Scan the records for the word "graph". Return each line where it is found.

- Opening Delimiter -

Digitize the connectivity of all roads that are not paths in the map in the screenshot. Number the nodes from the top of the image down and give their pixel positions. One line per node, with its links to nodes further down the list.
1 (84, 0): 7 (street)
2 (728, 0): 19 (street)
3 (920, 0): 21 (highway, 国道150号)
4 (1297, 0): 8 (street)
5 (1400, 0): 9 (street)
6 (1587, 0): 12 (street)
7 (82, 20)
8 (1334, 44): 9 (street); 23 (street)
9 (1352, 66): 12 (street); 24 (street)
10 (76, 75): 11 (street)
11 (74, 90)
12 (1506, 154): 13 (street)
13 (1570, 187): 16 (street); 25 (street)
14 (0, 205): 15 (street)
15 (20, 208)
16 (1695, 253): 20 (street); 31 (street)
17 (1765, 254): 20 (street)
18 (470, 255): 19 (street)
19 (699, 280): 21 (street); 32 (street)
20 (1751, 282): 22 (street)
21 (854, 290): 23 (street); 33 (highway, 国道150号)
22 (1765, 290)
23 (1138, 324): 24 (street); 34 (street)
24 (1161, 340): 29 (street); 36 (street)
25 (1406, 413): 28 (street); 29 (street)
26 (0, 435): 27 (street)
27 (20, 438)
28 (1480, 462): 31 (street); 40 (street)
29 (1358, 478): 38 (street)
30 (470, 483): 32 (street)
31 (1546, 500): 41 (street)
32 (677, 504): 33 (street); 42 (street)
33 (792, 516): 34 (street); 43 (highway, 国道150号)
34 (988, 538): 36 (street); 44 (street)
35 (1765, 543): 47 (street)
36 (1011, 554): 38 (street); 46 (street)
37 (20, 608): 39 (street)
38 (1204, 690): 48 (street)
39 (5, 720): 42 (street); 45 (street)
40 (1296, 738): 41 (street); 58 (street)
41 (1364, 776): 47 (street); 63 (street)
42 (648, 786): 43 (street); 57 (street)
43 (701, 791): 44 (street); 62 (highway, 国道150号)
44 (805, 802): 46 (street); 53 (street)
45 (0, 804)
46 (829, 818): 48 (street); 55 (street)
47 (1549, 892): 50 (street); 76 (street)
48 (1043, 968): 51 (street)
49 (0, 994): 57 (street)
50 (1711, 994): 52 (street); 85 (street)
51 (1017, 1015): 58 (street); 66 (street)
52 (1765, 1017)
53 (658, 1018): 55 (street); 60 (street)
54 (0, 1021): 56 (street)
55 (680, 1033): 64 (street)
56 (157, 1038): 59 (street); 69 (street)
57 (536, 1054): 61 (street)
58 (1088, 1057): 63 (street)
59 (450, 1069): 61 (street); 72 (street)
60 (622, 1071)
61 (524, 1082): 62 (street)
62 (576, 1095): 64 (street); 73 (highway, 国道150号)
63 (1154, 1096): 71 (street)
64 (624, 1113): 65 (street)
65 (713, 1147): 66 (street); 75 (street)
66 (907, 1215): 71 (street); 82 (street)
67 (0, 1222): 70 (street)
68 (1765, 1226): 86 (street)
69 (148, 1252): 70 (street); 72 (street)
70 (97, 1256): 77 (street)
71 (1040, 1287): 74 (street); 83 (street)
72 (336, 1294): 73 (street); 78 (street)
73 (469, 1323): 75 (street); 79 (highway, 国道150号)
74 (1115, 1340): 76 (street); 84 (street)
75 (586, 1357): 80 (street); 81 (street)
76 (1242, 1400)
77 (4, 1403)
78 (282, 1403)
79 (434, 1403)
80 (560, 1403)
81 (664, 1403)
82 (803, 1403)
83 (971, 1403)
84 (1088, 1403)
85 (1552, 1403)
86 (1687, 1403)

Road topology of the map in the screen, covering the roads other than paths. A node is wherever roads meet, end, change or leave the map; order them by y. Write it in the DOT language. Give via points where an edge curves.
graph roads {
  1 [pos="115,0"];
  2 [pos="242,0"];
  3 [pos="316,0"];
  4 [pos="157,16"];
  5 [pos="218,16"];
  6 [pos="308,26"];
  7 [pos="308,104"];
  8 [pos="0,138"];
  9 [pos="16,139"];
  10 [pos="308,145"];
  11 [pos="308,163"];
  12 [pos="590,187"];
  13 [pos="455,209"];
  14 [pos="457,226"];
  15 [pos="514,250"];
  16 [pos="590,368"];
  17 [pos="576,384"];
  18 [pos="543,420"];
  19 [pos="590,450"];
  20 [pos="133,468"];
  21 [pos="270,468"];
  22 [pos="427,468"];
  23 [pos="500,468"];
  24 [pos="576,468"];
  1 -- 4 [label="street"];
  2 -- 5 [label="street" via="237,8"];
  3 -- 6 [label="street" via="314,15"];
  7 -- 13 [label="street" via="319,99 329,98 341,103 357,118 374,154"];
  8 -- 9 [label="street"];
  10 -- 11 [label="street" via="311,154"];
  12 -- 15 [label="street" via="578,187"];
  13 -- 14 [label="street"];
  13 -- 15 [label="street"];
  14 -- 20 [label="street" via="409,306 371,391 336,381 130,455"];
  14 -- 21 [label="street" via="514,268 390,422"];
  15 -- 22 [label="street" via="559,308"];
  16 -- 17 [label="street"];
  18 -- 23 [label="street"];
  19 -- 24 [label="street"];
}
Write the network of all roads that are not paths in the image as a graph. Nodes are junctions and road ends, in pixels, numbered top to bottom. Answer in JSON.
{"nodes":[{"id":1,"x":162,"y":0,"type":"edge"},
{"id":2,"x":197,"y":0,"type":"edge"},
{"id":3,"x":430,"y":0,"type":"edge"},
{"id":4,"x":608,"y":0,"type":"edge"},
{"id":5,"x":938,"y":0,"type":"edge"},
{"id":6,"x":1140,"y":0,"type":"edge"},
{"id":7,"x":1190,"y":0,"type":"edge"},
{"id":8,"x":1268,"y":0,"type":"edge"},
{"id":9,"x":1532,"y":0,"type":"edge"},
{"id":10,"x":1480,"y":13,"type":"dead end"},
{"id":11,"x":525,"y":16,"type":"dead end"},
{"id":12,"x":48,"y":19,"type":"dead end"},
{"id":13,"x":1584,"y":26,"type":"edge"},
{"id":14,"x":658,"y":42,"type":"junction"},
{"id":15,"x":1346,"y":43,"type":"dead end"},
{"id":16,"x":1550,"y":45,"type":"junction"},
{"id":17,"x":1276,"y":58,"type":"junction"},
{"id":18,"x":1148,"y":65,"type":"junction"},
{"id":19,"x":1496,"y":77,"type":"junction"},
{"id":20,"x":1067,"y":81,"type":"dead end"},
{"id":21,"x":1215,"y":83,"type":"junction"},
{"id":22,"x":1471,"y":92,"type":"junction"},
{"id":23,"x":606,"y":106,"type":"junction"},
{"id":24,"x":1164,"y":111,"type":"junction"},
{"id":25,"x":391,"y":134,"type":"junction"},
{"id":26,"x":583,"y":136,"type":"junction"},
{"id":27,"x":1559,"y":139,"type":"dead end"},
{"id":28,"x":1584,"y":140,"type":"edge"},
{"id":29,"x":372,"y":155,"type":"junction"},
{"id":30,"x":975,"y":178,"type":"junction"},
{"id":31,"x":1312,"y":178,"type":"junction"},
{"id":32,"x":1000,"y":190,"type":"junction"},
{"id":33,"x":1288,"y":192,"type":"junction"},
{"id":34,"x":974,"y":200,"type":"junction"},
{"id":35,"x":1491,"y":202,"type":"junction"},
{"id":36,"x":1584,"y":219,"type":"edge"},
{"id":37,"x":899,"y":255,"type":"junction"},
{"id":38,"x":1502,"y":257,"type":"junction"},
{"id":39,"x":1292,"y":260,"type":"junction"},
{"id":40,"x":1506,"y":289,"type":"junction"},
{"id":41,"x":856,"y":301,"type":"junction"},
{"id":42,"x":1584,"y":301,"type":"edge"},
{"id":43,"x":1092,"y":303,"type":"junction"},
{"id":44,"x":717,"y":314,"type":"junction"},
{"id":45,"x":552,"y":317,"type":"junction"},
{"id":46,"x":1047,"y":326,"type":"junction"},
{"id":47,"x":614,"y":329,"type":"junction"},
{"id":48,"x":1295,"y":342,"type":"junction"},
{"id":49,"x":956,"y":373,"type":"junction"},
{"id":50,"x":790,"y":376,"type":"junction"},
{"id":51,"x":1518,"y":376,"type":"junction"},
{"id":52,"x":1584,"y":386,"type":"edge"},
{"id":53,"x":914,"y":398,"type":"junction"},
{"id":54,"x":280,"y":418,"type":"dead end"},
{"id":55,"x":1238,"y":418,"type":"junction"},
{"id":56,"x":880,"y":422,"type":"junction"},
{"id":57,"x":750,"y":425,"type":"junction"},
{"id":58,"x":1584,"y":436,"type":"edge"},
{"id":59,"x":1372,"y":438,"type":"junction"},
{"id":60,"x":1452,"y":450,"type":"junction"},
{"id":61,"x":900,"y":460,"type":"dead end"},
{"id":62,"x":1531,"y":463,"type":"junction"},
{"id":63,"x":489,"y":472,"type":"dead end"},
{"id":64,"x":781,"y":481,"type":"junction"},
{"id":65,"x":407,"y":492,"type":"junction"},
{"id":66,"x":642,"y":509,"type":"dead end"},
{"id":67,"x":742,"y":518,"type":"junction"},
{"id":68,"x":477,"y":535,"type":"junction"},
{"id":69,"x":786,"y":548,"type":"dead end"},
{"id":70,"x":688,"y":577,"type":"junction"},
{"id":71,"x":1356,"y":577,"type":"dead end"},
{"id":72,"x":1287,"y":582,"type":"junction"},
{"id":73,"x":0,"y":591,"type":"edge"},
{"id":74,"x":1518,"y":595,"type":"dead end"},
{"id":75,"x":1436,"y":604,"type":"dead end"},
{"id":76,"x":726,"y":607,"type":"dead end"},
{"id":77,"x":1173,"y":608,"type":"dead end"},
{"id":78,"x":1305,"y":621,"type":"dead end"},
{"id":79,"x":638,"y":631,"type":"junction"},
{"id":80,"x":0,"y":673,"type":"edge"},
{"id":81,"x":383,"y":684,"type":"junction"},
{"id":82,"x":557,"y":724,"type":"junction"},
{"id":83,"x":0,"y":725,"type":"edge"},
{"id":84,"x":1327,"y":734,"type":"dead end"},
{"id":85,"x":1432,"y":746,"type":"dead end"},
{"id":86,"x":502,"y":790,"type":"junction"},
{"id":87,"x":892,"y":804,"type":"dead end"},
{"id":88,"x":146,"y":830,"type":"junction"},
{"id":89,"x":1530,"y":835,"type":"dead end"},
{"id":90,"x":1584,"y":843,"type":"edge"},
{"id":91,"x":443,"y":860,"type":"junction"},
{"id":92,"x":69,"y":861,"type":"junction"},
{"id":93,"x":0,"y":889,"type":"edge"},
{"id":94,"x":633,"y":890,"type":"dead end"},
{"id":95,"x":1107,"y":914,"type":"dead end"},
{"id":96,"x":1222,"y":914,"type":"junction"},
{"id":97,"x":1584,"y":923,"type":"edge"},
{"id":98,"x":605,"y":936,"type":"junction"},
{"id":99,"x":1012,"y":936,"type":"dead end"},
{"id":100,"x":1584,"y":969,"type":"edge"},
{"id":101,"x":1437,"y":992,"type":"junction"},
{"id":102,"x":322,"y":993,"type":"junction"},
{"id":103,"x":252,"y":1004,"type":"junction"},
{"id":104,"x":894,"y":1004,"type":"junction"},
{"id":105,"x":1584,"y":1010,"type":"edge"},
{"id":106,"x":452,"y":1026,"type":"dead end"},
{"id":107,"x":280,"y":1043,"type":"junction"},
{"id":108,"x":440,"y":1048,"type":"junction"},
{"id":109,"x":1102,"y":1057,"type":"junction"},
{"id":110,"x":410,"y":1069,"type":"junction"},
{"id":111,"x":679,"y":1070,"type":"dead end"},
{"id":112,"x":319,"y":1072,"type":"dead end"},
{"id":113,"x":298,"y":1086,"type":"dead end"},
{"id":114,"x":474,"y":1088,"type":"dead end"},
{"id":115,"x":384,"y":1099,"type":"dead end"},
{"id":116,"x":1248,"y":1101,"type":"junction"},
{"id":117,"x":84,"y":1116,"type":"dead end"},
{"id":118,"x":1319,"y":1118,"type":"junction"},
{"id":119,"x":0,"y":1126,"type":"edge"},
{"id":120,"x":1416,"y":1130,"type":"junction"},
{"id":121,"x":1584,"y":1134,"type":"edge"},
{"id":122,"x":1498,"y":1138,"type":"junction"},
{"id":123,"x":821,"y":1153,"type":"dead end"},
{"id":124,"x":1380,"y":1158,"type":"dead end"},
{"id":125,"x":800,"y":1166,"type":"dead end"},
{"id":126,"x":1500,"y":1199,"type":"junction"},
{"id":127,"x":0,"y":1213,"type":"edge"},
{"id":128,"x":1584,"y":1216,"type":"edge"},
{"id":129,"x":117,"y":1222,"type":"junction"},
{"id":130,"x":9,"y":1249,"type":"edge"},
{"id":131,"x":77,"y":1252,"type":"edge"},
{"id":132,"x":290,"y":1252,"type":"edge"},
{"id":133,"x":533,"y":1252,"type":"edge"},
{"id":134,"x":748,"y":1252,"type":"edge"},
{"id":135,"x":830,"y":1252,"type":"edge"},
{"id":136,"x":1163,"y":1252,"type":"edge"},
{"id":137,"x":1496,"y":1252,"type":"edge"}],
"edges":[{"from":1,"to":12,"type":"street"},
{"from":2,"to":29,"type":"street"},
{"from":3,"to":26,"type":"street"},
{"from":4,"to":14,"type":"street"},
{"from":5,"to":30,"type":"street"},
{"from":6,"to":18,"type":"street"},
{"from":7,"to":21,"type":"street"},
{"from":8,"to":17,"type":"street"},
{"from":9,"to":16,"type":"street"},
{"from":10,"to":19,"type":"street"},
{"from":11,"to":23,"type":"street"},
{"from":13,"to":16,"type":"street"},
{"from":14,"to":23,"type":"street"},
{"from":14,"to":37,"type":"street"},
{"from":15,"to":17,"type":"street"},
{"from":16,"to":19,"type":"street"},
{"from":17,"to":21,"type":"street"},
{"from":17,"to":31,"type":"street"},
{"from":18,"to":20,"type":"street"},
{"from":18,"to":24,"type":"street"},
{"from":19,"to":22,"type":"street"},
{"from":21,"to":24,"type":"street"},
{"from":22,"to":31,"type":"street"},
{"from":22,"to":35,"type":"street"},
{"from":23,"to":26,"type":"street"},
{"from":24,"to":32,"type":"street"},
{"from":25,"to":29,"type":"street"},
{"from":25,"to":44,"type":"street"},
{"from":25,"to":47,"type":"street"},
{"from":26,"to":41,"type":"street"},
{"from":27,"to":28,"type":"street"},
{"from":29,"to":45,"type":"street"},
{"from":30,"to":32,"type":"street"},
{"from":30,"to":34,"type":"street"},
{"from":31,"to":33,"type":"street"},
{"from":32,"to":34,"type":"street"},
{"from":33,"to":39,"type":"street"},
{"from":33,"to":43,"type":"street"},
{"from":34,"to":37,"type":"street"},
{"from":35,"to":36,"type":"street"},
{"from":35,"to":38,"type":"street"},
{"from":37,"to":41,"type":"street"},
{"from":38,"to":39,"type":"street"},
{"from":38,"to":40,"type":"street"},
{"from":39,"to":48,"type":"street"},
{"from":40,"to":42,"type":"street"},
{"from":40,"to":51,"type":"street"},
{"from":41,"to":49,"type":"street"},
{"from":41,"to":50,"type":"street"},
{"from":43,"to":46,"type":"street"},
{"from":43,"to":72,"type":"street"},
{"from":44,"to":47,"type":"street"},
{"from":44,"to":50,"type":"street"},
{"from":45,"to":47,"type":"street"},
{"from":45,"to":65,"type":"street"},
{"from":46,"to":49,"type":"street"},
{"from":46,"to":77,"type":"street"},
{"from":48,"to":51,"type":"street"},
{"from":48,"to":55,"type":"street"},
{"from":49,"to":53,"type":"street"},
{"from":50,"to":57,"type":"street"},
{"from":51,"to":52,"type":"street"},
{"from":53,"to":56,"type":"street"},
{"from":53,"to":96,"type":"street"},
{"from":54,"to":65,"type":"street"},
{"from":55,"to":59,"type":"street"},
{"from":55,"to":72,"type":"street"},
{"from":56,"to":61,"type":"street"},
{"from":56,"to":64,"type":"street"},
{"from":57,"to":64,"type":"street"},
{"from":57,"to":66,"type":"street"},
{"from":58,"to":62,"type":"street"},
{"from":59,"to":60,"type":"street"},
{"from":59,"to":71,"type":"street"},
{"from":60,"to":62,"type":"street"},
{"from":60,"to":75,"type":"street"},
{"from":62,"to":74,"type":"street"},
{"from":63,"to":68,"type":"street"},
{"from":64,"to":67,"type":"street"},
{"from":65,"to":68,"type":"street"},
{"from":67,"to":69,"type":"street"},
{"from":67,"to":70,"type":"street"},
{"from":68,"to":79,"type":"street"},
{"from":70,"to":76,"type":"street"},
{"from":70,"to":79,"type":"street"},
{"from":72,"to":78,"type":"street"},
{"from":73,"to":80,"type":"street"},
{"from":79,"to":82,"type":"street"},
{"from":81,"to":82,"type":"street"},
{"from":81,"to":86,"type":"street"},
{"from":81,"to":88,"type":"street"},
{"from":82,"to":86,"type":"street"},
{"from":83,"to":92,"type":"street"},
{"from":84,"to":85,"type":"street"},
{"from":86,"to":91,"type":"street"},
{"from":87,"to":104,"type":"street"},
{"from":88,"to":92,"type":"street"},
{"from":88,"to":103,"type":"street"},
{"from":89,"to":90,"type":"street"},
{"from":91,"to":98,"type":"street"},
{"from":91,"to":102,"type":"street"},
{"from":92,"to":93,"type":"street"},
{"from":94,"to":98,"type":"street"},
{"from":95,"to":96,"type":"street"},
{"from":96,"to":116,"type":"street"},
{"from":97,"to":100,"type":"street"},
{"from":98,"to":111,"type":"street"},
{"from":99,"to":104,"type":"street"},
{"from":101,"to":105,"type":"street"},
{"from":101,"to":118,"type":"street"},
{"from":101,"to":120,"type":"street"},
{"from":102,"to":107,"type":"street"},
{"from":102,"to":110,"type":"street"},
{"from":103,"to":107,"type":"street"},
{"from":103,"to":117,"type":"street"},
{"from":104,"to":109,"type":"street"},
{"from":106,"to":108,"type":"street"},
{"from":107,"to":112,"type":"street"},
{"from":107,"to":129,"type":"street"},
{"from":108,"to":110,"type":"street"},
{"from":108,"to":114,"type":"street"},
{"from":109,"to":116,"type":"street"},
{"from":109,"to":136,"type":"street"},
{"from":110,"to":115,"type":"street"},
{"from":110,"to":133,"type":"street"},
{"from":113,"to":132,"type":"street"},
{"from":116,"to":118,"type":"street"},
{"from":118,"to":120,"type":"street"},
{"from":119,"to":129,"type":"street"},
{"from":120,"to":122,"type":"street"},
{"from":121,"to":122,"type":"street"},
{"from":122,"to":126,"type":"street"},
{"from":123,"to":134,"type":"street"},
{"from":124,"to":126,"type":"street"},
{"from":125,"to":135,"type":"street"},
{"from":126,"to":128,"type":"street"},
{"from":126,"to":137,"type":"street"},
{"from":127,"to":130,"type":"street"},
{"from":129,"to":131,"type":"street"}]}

- Closing Delimiter -

# Task output
graph roads {
Write the network of all roads that are not paths in the image as a graph. Nodes are junctions and road ends, in pixels, numbered top to bottom. Answer in JSON.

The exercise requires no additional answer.